**Exercise aim**: The records below need to be set down again exactly; their images stay out.

**Dataset records**:

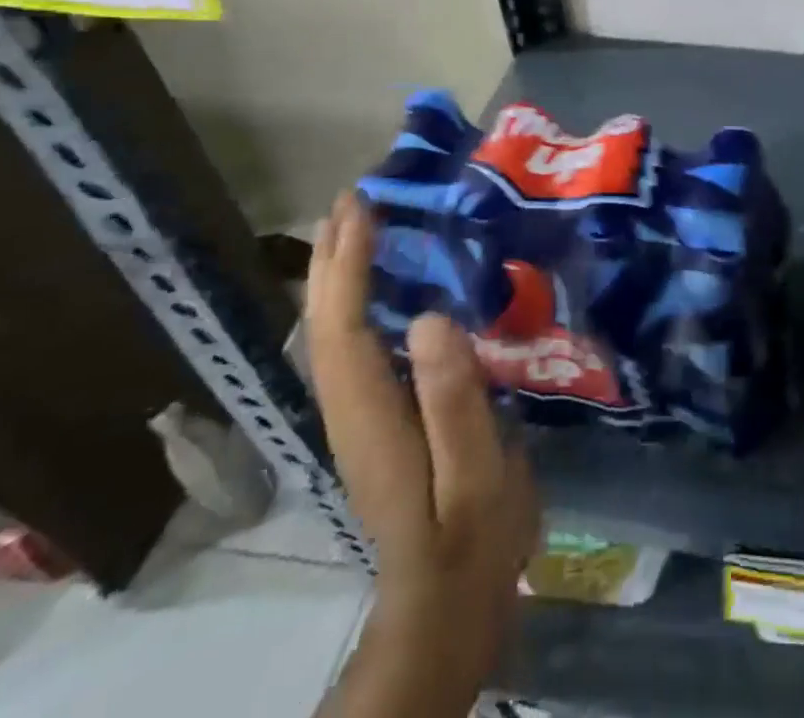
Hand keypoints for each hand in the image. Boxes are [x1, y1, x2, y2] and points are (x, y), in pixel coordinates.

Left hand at [307, 193, 538, 717]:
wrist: (449, 603)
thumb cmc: (472, 536)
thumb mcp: (476, 471)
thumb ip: (453, 399)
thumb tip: (428, 318)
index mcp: (372, 415)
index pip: (345, 329)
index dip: (348, 265)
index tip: (361, 208)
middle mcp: (353, 409)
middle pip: (327, 325)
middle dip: (333, 258)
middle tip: (350, 200)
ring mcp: (362, 417)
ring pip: (336, 334)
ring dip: (339, 276)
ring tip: (356, 227)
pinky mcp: (380, 420)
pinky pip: (358, 346)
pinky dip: (357, 303)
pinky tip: (380, 285)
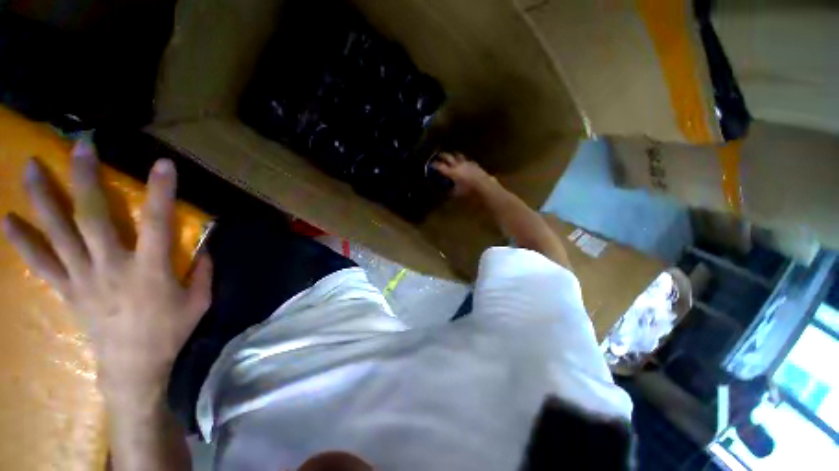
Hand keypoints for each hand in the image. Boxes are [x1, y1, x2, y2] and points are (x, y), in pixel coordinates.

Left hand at [2, 140, 211, 399]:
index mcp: (149, 269)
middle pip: (92, 217)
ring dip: (43, 198)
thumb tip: (204, 246)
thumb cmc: (171, 331)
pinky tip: (8, 221)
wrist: (134, 366)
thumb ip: (202, 270)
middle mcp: (110, 266)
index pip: (156, 222)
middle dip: (85, 179)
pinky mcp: (67, 290)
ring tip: (29, 167)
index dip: (161, 192)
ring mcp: (83, 277)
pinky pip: (40, 263)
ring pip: (58, 233)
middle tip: (79, 146)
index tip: (164, 165)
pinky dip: (23, 242)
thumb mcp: (200, 300)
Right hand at [431, 152, 496, 196]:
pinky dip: (463, 161)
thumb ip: (450, 190)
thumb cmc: (469, 191)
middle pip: (448, 157)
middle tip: (438, 156)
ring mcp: (466, 163)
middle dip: (442, 156)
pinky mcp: (474, 164)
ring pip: (458, 156)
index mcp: (452, 172)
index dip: (434, 165)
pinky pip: (467, 160)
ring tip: (451, 156)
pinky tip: (464, 163)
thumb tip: (448, 190)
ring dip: (453, 156)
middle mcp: (458, 165)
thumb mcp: (457, 193)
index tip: (431, 165)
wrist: (484, 186)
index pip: (440, 167)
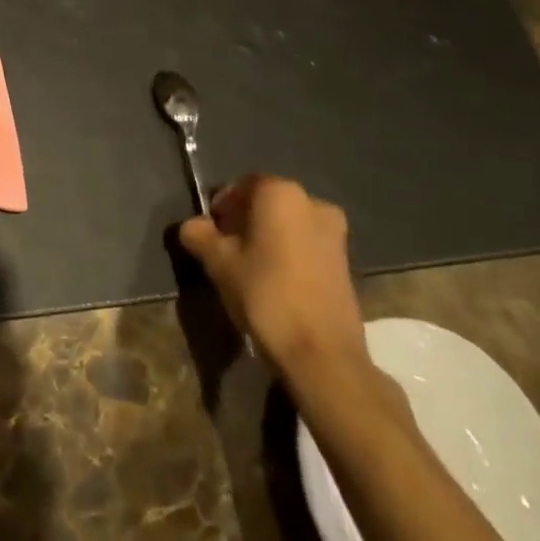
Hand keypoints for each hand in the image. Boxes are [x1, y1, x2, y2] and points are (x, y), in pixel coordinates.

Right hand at [177, 174, 368, 383]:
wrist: (321, 354)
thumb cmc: (265, 294)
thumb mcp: (218, 262)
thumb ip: (199, 234)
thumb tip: (193, 226)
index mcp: (281, 193)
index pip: (241, 186)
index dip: (220, 206)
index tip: (208, 231)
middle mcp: (313, 203)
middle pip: (266, 203)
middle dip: (243, 221)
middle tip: (224, 250)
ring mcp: (336, 234)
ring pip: (287, 225)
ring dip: (266, 238)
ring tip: (248, 269)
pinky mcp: (346, 263)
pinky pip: (305, 245)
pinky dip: (287, 255)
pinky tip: (274, 282)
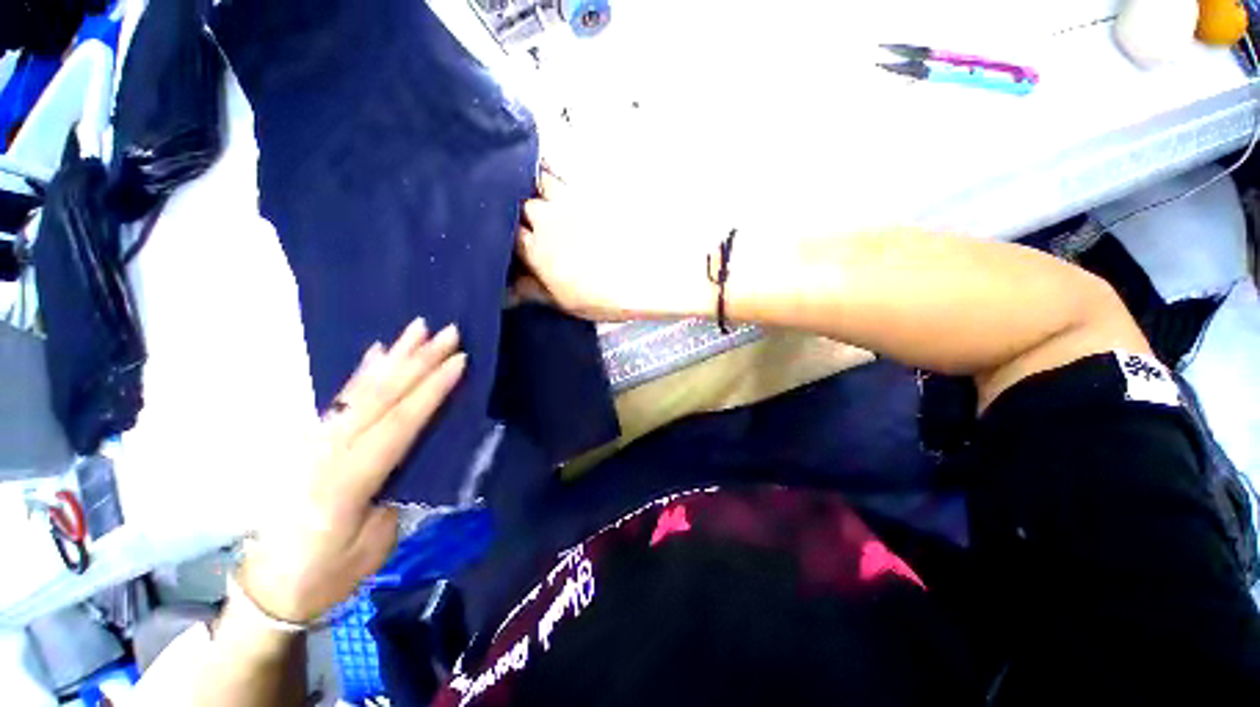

**Solution**:
Hand keypoints for each hand in the image. Boxes are [x1, y1, x2, y2] and points are (x, y), in pixel coordinates.

Left hand at [307, 193, 538, 717]:
wrist: (449, 603)
thumb cmc: (472, 536)
thumb mcp: (476, 471)
thumb ip: (453, 399)
thumb tip: (428, 318)
index mcp: (372, 415)
index pip: (345, 329)
index dip: (348, 265)
index tip: (361, 208)
middle mcp: (353, 409)
middle pip: (327, 325)
middle dip: (333, 258)
middle tip: (350, 200)
ring mcp: (362, 417)
ring pip: (336, 334)
ring dip: (339, 276)
ring tip: (356, 227)
pinky mcp: (380, 420)
pinky pip: (358, 346)
pinky dip: (357, 303)
pinky tip: (380, 285)
Hand keypoints for each hand in the image. Boxes are [x1, y1, x2, y2] and points are (x, y), in pixel coordinates.

Left hand at [2, 140, 211, 399]:
index mcp: (149, 269)
middle pip: (92, 217)
ring dip: (43, 198)
thumb tip: (204, 246)
thumb cmc: (171, 331)
pinky tip: (8, 221)
wrist: (134, 366)
thumb ip: (202, 270)
middle mcp: (110, 266)
index pip: (156, 222)
middle dip: (85, 179)
pinky mcp: (67, 290)
ring tip: (29, 167)
index dip: (161, 192)
ring mcp: (83, 277)
pinky pip: (40, 263)
ring pip: (58, 233)
middle tip: (79, 146)
index tip: (164, 165)
pinky dip: (23, 242)
thumb mcp: (200, 300)
Right hand at [431, 152, 496, 196]:
pinky dip: (463, 161)
thumb ip: (450, 190)
thumb cmc: (469, 191)
middle pip: (448, 157)
middle tip: (438, 156)
ring mcp: (466, 163)
middle dip: (442, 156)
pinky mcp: (474, 164)
ring pip: (458, 156)
index mcp: (452, 172)
index dip: (434, 165)
pinky pip: (467, 160)
ring tip: (451, 156)
pinky tip: (464, 163)
thumb tip: (448, 190)
ring dip: (453, 156)
middle mcp: (458, 165)
thumb mcp: (457, 193)
index tip: (431, 165)
wrist: (484, 186)
index pip: (440, 167)
Hand keypoints for each hand in the image. Boxes are [x1, y1, x2, y2] and points are (x, y), in pixel coordinates.

Right hand at [177, 174, 368, 383]:
wrist: (321, 354)
thumb cmc: (265, 294)
thumb mcp: (218, 262)
thumb ip: (199, 234)
thumb tip: (193, 226)
index mcp: (281, 193)
index pip: (241, 186)
index dip: (220, 206)
index tip: (208, 231)
middle mcp: (313, 203)
middle pip: (266, 203)
middle dip: (243, 221)
middle tip: (224, 250)
ring mcp: (336, 234)
ring pip: (287, 225)
ring dip: (266, 238)
ring tip: (248, 269)
pinky mcp: (346, 263)
pinky pip: (305, 245)
pinky dip: (287, 255)
pinky tip: (274, 282)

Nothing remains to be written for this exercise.